If you use hibernate your laptop, every time you close the lid, then check out Newegg's selection of faster hard drives (with 7200RPM or higher and 16MB or 32MB on-drive cache) and Hybrid hard drives as well. Those options may cost more; but, they'll get both your hibernate and your old SATA2 or worse laptop moving faster than this SSD can do. No need to leave bad reviews on a good SSD, just because it isn't a hard drive. Inspect the functionality differences before you buy an SSD; and, if it happens that a faster hard drive is what you needed, then Newegg has plenty.

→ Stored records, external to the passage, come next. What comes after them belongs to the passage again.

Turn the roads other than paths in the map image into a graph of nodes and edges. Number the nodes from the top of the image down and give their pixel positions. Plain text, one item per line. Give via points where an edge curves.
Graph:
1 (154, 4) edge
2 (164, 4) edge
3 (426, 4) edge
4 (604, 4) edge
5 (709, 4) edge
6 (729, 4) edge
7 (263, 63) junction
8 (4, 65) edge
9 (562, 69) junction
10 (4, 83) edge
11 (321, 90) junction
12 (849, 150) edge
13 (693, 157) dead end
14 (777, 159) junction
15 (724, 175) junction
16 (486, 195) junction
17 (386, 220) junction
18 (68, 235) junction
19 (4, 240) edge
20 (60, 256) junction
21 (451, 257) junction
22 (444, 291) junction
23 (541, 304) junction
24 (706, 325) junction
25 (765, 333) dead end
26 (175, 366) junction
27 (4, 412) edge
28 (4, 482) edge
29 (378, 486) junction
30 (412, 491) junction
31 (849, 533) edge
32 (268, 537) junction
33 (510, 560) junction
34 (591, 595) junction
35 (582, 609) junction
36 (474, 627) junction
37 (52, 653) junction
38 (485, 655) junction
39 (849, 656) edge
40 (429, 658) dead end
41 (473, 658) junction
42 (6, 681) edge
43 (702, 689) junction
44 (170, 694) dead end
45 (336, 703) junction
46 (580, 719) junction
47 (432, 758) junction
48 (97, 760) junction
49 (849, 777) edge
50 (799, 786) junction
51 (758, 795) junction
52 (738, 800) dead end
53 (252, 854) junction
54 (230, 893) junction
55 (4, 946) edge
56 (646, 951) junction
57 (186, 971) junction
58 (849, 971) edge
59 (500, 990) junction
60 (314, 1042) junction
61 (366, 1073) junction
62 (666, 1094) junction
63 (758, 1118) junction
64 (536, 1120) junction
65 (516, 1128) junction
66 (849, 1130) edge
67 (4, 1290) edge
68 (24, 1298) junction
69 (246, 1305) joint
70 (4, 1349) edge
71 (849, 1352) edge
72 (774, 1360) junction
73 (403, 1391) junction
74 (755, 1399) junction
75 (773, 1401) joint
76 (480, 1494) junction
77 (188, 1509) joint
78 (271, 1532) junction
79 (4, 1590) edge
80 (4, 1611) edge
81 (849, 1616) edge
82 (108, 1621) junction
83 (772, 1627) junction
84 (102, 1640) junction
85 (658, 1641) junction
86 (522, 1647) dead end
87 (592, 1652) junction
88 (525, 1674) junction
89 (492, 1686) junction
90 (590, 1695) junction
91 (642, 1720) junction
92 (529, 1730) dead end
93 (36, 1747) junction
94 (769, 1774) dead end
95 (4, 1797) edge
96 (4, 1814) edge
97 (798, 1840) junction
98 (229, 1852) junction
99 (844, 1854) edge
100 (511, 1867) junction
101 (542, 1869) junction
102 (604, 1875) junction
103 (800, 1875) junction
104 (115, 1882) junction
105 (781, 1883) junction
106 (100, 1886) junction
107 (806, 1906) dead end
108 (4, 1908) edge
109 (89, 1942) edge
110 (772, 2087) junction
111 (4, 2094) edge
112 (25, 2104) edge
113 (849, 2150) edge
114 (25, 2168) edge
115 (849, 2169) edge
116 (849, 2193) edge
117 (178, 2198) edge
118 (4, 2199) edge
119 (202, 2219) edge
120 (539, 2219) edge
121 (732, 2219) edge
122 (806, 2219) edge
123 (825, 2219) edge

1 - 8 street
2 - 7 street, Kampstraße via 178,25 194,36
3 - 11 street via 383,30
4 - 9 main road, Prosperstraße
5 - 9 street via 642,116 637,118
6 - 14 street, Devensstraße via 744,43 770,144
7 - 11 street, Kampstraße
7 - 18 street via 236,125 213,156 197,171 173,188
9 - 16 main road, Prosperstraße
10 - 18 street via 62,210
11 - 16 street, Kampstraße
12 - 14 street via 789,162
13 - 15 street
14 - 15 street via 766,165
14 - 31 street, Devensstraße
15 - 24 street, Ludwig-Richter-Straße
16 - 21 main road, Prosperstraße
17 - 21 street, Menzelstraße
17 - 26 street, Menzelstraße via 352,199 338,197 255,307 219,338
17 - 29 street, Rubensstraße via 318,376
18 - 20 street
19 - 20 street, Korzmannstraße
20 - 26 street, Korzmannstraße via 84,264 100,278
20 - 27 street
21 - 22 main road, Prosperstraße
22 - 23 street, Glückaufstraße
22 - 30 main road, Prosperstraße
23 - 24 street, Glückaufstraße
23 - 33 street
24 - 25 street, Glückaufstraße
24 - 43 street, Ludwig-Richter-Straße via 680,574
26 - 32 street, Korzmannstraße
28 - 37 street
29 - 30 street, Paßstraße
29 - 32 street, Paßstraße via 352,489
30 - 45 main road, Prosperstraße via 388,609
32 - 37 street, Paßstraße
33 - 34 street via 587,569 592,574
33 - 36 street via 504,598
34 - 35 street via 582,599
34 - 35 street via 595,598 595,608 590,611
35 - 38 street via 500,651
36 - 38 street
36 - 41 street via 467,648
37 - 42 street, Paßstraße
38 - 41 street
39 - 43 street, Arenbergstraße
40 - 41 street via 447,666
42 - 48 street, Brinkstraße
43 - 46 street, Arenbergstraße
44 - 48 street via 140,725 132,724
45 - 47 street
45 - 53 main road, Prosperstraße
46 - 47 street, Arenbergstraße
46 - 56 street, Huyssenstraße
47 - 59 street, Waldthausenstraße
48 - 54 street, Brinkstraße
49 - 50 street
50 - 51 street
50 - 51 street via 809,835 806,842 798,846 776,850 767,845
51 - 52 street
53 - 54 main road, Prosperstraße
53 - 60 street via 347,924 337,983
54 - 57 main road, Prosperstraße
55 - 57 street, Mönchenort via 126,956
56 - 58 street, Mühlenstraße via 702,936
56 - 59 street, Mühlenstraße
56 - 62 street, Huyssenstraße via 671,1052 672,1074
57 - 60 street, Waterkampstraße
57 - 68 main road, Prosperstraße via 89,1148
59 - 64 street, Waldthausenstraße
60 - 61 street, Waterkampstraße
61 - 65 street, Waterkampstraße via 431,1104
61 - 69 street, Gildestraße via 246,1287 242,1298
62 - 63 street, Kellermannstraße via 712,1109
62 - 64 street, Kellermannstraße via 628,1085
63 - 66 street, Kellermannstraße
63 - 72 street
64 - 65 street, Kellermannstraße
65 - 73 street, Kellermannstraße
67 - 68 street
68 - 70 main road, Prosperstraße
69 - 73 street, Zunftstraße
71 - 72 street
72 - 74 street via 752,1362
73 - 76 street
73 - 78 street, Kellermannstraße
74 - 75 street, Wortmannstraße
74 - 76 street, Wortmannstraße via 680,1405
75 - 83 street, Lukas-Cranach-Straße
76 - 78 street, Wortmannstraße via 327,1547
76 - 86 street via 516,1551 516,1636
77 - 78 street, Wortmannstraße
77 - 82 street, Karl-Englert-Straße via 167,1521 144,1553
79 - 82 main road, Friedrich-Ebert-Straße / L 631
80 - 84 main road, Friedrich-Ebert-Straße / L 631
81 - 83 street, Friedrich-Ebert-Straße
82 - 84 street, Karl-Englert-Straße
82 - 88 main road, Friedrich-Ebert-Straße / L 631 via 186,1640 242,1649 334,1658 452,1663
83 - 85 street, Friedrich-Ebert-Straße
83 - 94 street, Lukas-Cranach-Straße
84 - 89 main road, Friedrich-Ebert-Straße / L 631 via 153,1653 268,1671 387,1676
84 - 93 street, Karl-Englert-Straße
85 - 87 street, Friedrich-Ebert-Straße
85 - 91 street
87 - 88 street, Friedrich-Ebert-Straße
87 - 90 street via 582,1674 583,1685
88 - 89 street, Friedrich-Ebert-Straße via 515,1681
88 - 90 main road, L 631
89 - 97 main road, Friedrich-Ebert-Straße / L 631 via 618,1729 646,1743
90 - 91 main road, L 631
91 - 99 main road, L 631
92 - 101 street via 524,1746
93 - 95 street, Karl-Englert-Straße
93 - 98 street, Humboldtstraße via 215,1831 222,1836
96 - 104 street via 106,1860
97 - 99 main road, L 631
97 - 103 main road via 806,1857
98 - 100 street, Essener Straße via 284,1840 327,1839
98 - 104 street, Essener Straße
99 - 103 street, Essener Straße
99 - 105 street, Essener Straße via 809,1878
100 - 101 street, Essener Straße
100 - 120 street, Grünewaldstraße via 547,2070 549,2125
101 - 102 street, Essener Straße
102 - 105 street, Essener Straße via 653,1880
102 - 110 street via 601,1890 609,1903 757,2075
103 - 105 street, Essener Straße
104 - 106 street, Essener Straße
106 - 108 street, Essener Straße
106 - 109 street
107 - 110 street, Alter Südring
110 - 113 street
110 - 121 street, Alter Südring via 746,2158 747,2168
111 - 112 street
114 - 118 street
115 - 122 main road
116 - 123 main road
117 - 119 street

This review is from: 2.5" USB 3.0 HDD Case Hard Drive SATA External Enclosure Box New
Pros: It is easy to use and extremely fast in both USB3.0 and USB2.0.
Cons: Although the thick cord and durable plugs are lovely, it seems to be necessary to flip it the right way around (despite identical plugs) and choose a USB port on your computer that isn't chock full of dirt. On first glance, the endcaps don't seem very durable, so I guess that's why they gave us a padded sack for it.
Other Thoughts: The backup and restore tasks. . . especially the restore tasks get done at such speed that you might even get thrilled.
Momentarily, there's a few seconds workout on getting a good connection so that the drive is recognized. (see cons, flip cord or choose a less dirty port). After that, the work gets done at thrilling speed. Once it makes contact, it keeps contact even though reboots. THIS! You need this.
My review not posted? Ima call somebody's mom. This is an important device. Cloning/restoring a lab? Yeah, that's when this device gets necessary.